A report card rating safety practices at New Jersey’s hospitals seems to be making a noticeable difference, as marks have been improving since the first report card was issued in spring 2012.
The Leapfrog Group’s Hospital Safety Score report, released roughly every six months, gave “A” grades to 27 of the 67 New Jersey hospitals rated, compared with 23 in the first report card. The state ranked ninth in the country in percentage of states with the highest-level grades.
The scores are based on 28 different publicly available measures, which are weighed based on recommendations from a panel of hospital safety experts gathered by the Leapfrog Group, a Washington, D.C., nonprofit founded by employers and focused on increasing hospital safety, quality and affordability.
Although the group’s first safety report card was only released last year, the organization said both employers and insurers are using scores in determining how they shape health plans.

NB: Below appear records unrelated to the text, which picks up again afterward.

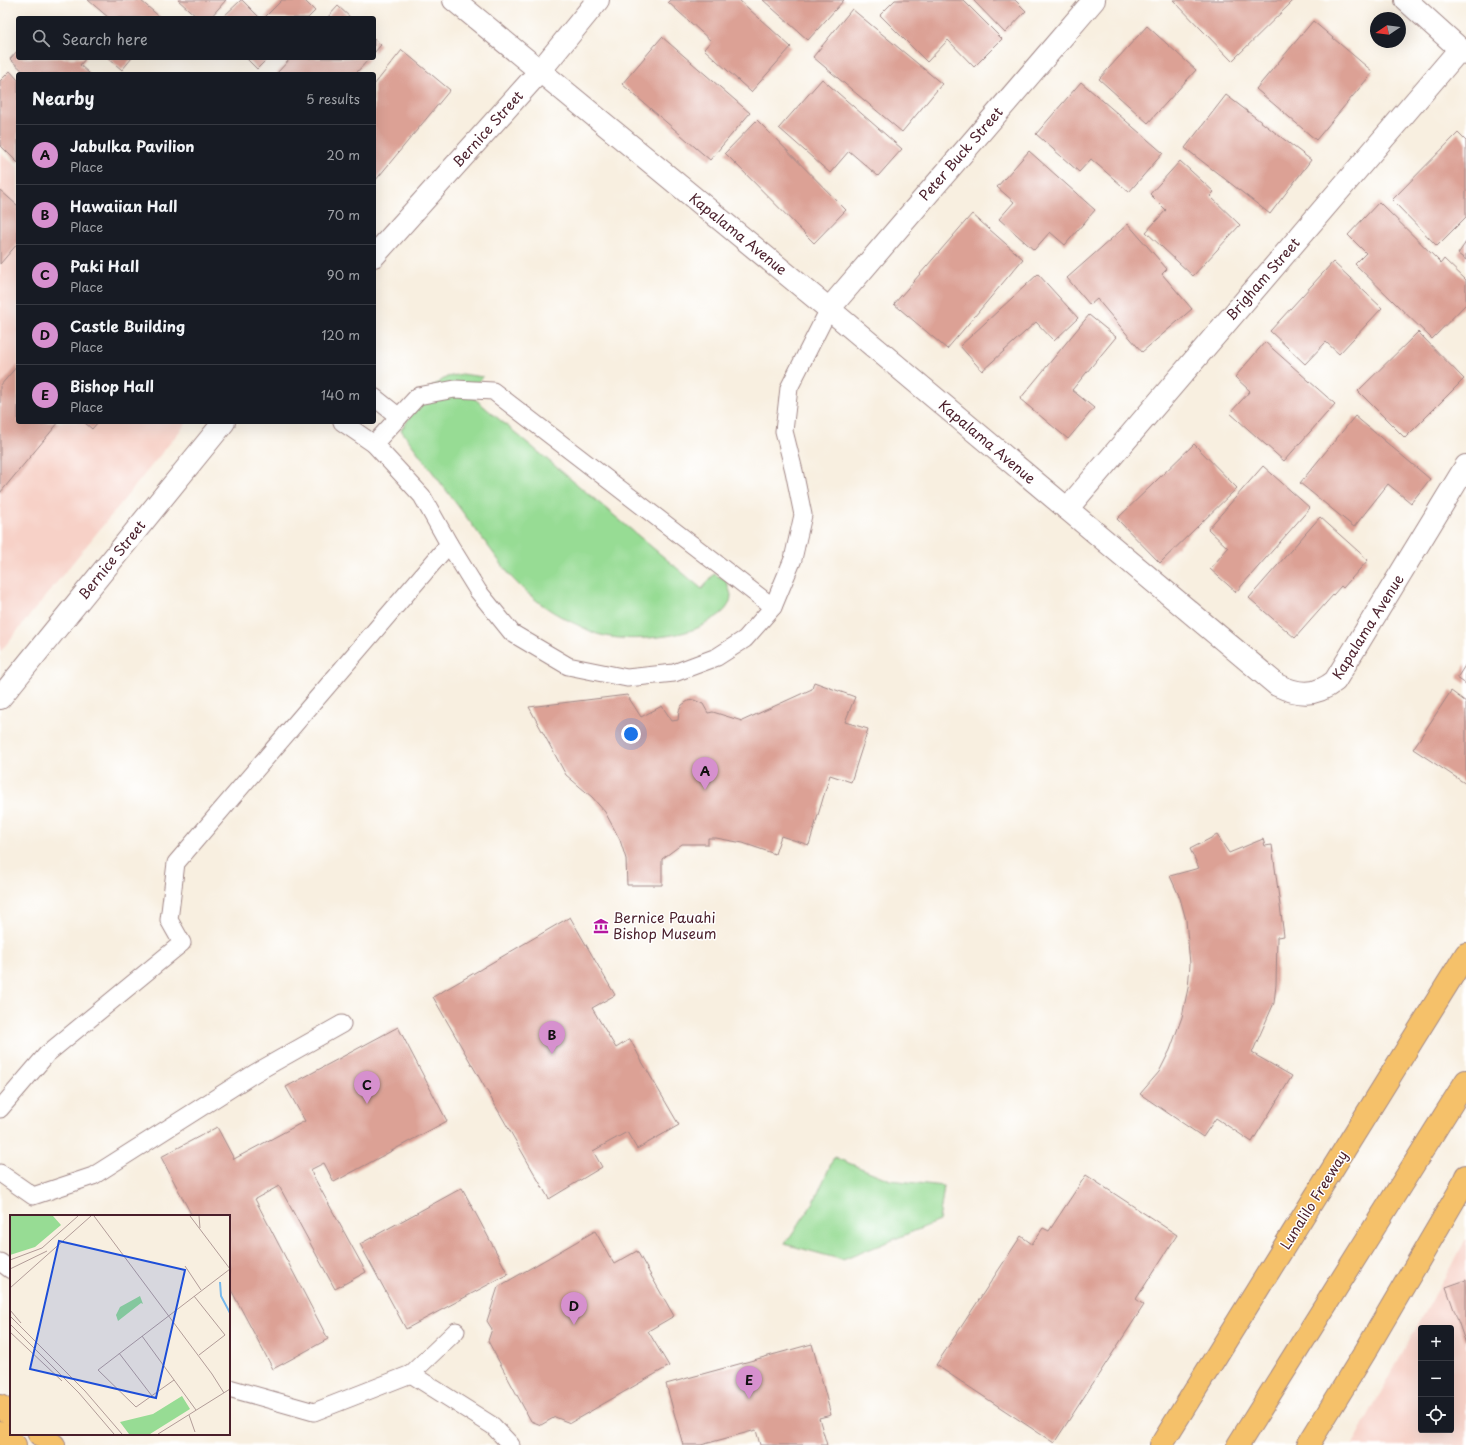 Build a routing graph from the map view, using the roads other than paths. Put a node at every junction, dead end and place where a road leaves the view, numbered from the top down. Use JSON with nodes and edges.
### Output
{"nodes":[{"id":1,"x":454,"y":0,"type":"edge"},
{"id":2,"x":598,"y":0,"type":"edge"},
{"id":3,"x":1094,"y":0,"type":"edge"},
{"id":4,"x":1406,"y":0,"type":"edge"},
{"id":5,"x":1463,"y":51,"type":"edge"},
{"id":6,"x":540,"y":71,"type":"junction"},
{"id":7,"x":376,"y":254,"type":"edge"},
{"id":8,"x":829,"y":309,"type":"junction"},
{"id":9,"x":376,"y":399,"type":"edge"},
{"id":10,"x":399,"y":418,"type":"junction"},
{"id":11,"x":222,"y":424,"type":"edge"},
{"id":12,"x":345,"y":424,"type":"edge"},
{"id":13,"x":374,"y":444,"type":"junction"},
{"id":14,"x":1466,"y":466,"type":"edge"},
{"id":15,"x":1067,"y":509,"type":"junction"},
{"id":16,"x":449,"y":544,"type":"junction"},
{"id":17,"x":772,"y":607,"type":"junction"},
{"id":18,"x":0,"y":698,"type":"edge"},
{"id":19,"x":1466,"y":954,"type":"edge"},
{"id":20,"x":342,"y":1024,"type":"dead end"},
{"id":21,"x":1466,"y":1081,"type":"edge"},
{"id":22,"x":0,"y":1109,"type":"edge"},
{"id":23,"x":0,"y":1173,"type":"edge"},
{"id":24,"x":1466,"y":1176,"type":"edge"},
{"id":25,"x":0,"y":1262,"type":"edge"},
{"id":26,"x":10,"y":1269,"type":"edge"},
{"id":27,"x":456,"y":1331,"type":"dead end"},
{"id":28,"x":1365,"y":1352,"type":"junction"},
{"id":29,"x":411,"y":1374,"type":"junction"},
{"id":30,"x":230,"y":1388,"type":"edge"},
{"id":31,"x":0,"y":1406,"type":"edge"},
{"id":32,"x":10,"y":1413,"type":"edge"},
{"id":33,"x":0,"y":1432,"type":"edge"},
{"id":34,"x":40,"y":1435,"type":"edge"},
{"id":35,"x":15,"y":1445,"type":"edge"},
{"id":36,"x":54,"y":1445,"type":"edge"},
{"id":37,"x":511,"y":1445,"type":"edge"},
{"id":38,"x":1161,"y":1445,"type":"edge"},
{"id":39,"x":1238,"y":1445,"type":"edge"},
{"id":40,"x":1308,"y":1445,"type":"edge"},
{"id":41,"x":1321,"y":1445,"type":"edge"}],
"edges":[{"from":1,"to":6,"type":"street","name":"Kapalama Avenue"},
{"from":2,"to":6,"type":"street","name":"Bernice Street"},
{"from":3,"to":8,"type":"street","name":"Peter Buck Street"},
{"from":4,"to":5,"type":"street"},
{"from":5,"to":15,"type":"street","name":"Brigham Street"},
{"from":6,"to":7,"type":"street","name":"Bernice Street"},
{"from":6,"to":8,"type":"street","name":"Kapalama Avenue"},
{"from":8,"to":15,"type":"street","name":"Kapalama Avenue"},
{"from":8,"to":17,"type":"lane"},
{"from":9,"to":10,"type":"lane"},
{"from":10,"to":13,"type":"lane"},
{"from":10,"to":17,"type":"lane"},
{"from":11,"to":18,"type":"street","name":"Bernice Street"},
{"from":12,"to":13,"type":"lane"},
{"from":13,"to":16,"type":"lane"},
{"from":14,"to":15,"type":"street","name":"Kapalama Avenue"},
{"from":16,"to":17,"type":"lane"},
{"from":16,"to":22,"type":"lane"},
{"from":19,"to":38,"type":"highway","name":"Lunalilo Freeway"},
{"from":20,"to":23,"type":"lane"},
{"from":21,"to":39,"type":"highway"},
{"from":24,"to":28,"type":"highway"},
{"from":25,"to":26,"type":"lane"},
{"from":27,"to":29,"type":"lane"},
{"from":28,"to":40,"type":"highway"},
{"from":28,"to":41,"type":"highway"},
{"from":29,"to":30,"type":"lane"},
{"from":29,"to":37,"type":"lane"},
{"from":31,"to":32,"type":"highway"},
{"from":33,"to":35,"type":"highway"},
{"from":34,"to":36,"type":"highway"}]} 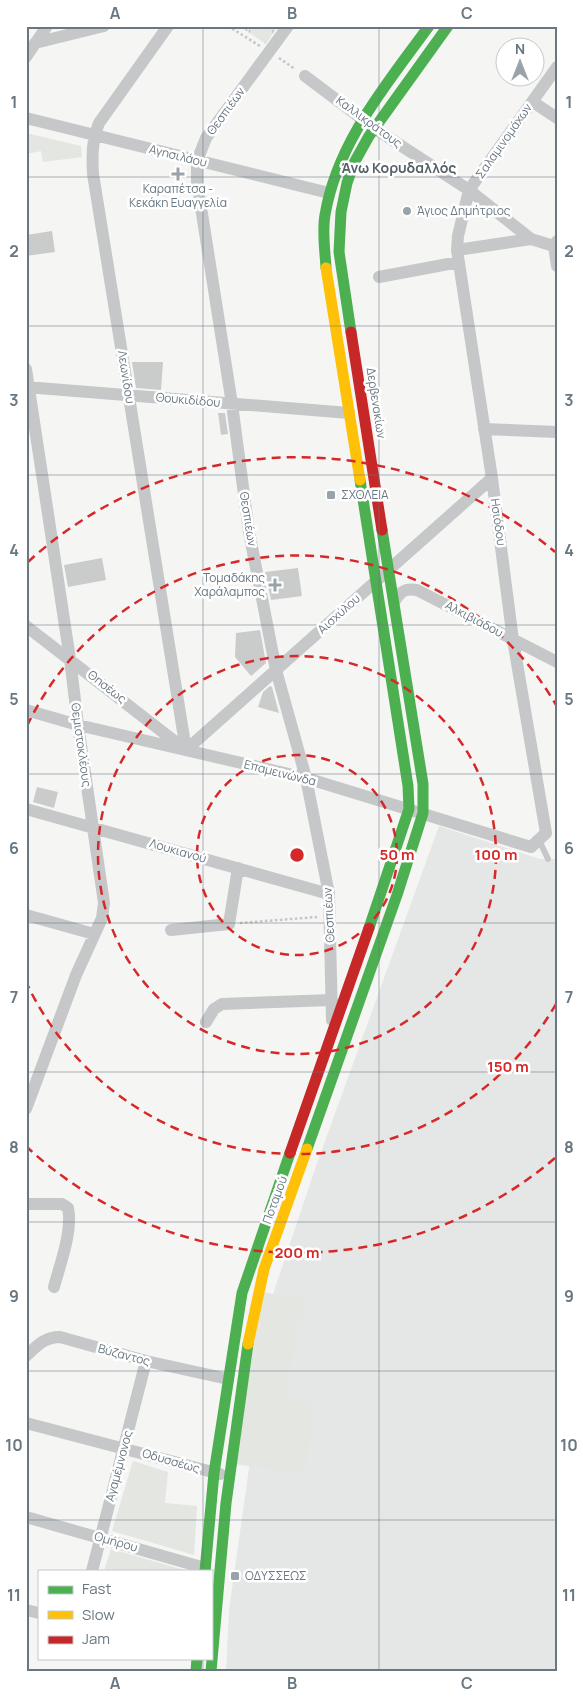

The grades have proven controversial among hospitals that have lower grades and American Hospital Association officials have said they are unreliable and contain errors.
David Knowlton, president and CEO of the New Jersey Health Care Quality Institute, noted that the scores changed less dramatically this year compared with last year, as the grades incorporated more information. Knowlton is an officer and director for the Leapfrog Group.
“I’m glad that hospitals are attending to it more,” Knowlton said of the response he has heard from hospital executives. “We’re trying to get consumers to pay attention to safety in choosing a hospital and we’re getting a lot of traction with this, which is very heartening.”
Despite increased stability in the grades, four hospitals had their scores change by two full letter grades since the previous report was issued in May. Saint Peter’s University Hospital in New Brunswick, Hoboken University Medical Center and Holy Name Medical Center in Teaneck all improved their grades from C to A, while St. Luke’s Warren Hospital fell from A to C. While no hospitals received a failing grade of F, two had the next-lowest grade of D: Saint Michael’s Medical Center and University Hospital, both in Newark
Saint Peter’s Assistant Vice President of Quality and Safety Joan Gleason Scott said the hospital has been trying to increase its grade as part of a broader effort to ensure patient safety.
Saint Peter’s had already been focused on instituting the best practices endorsed by the National Quality Forum, many of which are measured in the data used to generate the Leapfrog Group grades.
“There was a huge commitment on the part of physicians and administrators and the staff,” Gleason Scott said. She said hospital officials knew that Saint Peter’s was already providing safe care, but they worked to ensure that this was reflected in the report.
Gleason Scott said many of the measures used to determine the grades are improving as a result of the hospital’s effort to improve communication among staff members.
The hospital also had staff members evaluate how others were handling their “handoffs,” which is when a different staff member becomes responsible for patient care and is considered a crucial time for ensuring that errors don’t occur.
“It’s more meaningful,” she said of having staff members get involved in improving hospital safety.
She said she put more weight on the Leapfrog Group grades than many other hospital grading systems, since the methods used to generate the report have gone through a peer review process.
The report released yesterday added two measures: urinary tract infections that result from catheters and infections that occur after major colon surgeries.
Knowlton said some hospital executives have questioned the appropriateness of making changes in the scoring system, but Knowlton said it’s important to include new data as it is determined to reflect patient safety.
“This is a work in progress – it’s not static,” Knowlton said.
Knowlton said hospitals would be well-served to base employee training on the measures included in the grades.
“If you train to the test, you’re providing quality care,” said Knowlton, referring to the national controversy about schools “teaching to the test” in their approach to improving students’ standardized test scores. “We want every hospital to get an A.”
Knowlton said people can benefit from using the grades to determine what hospital to use. He and his wife recently used a mobile application to determine which hospital to take a traveling companion during a recent kayaking trip in western Pennsylvania.
He hopes the grades have the same effect on hospitals that the introduction of a restaurant inspection letter grades had in New York City – within two years, most restaurants with poor grades had either improved or closed.
Leapfrog Group spokeswoman Erica Mobley said that some hospitals have privately expressed an interest in how to improve their grades, even while publicly criticizing the grades.
“Behind the scenes, we have a lot of hospitals contacting us,” Mobley said of the scores.
There have already been improvements nationally in some of the measures used in the scores. For example, more doctors are entering prescriptions through computer systems, which flag potential errors such as adult-level doses prescribed to children.
“Every hospital really has a long way to go toward improving patient safety,” Mobley said.
Insurers are using the grades in determining how they pay hospitals, she added. Other reports on patient safety have also drawn interest from insurers, including the New Jersey Department of Health’s reports.
Wardell Sanders, president of the New Jersey Association of Health Plans, said insurers are trying to use a variety of measures to become “smarter and better” in how they use their purchasing power.
“Plans are increasingly becoming more focused that they’re getting good value for the dollar, so they’re turning to Leapfrog and other ratings to make use of those scores and encourage better outcomes,” Sanders said.